Postoperative AKI is associated with longer hospital stay, higher mortality, and increased risk of chronic kidney disease, making it an important perioperative outcome to recognize and monitor. This entry summarizes how AKI is defined, staged, and conceptualized in the surgical setting for reference; it is not a basis for individual fluid or hemodynamic management.

Epidemiology

Acute kidney injury is a frequent complication of major surgery, with reported incidence varying by the procedure, the population, and the definition used; it is consistently linked to worse perioperative outcomes (Ronco, 2019; Sun, 2015).

Evidence & guidelines

The KDIGO clinical practice guideline provides the standard definition and staging of acute kidney injury (KDIGO, 2012), and contemporary reviews synthesize its pathophysiology and management across settings (Ronco, 2019), while perioperative cohort evidence informs the link between intraoperative hemodynamics and AKI (Sun, 2015).

History

Definitions of acute renal dysfunction were historically inconsistent until consensus criteria (RIFLE and AKIN) and ultimately the unified KDIGO staging standardized the diagnosis and grading of acute kidney injury (KDIGO, 2012).

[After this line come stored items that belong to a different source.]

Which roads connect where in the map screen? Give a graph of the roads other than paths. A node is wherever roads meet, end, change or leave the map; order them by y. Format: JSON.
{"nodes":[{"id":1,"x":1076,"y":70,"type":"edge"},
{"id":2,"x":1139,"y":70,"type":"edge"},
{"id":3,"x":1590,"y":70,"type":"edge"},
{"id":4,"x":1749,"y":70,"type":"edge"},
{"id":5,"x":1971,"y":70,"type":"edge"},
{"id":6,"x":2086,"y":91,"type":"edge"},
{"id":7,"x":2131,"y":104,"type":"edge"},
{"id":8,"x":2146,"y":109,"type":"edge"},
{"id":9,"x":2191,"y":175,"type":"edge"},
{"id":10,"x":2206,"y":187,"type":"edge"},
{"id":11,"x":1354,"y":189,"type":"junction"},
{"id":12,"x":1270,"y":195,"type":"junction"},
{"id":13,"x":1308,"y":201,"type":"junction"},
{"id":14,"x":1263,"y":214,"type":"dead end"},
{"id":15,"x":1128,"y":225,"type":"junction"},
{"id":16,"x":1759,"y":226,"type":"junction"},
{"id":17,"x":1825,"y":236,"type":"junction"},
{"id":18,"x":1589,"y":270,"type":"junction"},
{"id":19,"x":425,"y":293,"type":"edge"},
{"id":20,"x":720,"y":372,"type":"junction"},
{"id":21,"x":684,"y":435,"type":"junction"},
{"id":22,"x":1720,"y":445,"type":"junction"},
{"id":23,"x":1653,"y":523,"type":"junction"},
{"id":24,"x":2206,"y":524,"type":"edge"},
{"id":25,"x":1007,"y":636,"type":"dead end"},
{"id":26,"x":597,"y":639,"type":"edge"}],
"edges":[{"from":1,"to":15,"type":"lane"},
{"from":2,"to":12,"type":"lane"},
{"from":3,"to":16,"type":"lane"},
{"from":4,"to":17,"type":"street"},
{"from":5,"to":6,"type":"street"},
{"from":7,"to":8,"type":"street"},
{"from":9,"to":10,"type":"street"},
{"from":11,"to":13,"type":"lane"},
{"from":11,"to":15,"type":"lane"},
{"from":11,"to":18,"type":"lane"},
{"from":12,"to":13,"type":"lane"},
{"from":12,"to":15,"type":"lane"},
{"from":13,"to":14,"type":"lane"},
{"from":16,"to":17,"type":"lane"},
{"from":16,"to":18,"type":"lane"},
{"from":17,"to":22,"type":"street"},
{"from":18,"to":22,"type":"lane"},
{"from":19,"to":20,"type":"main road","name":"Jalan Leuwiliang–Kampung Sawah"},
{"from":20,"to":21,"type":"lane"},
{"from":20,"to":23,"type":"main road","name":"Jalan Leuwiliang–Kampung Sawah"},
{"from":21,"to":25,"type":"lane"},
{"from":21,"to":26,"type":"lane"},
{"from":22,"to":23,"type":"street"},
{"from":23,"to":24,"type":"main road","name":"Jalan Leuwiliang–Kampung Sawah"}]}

This common framework enabled comparable study of AKI, including in the perioperative context.

Debates

How tightly should intraoperative blood pressure be controlled to protect the kidney?
Observational data associate intraoperative hypotension with postoperative AKI, but the precise thresholds and the causal contribution of hemodynamic management remain under investigation.

Key figures

  • Claudio Ronco
  • Rinaldo Bellomo
  • John Kellum

Related topics

Seminal works

  • kdigo-2012
  • ronco-2019

Frequently asked questions

How is acute kidney injury defined and staged?
It is defined and staged using an increase in serum creatinine and/or a decrease in urine output over defined time windows, following the KDIGO consensus criteria (KDIGO, 2012).
Why is the kidney vulnerable after surgery?
Surgery can reduce renal perfusion through hypovolemia and intraoperative hypotension and can add inflammatory and nephrotoxic stresses, all of which can impair kidney function; intraoperative hypotension in particular has been associated with postoperative AKI (Sun, 2015).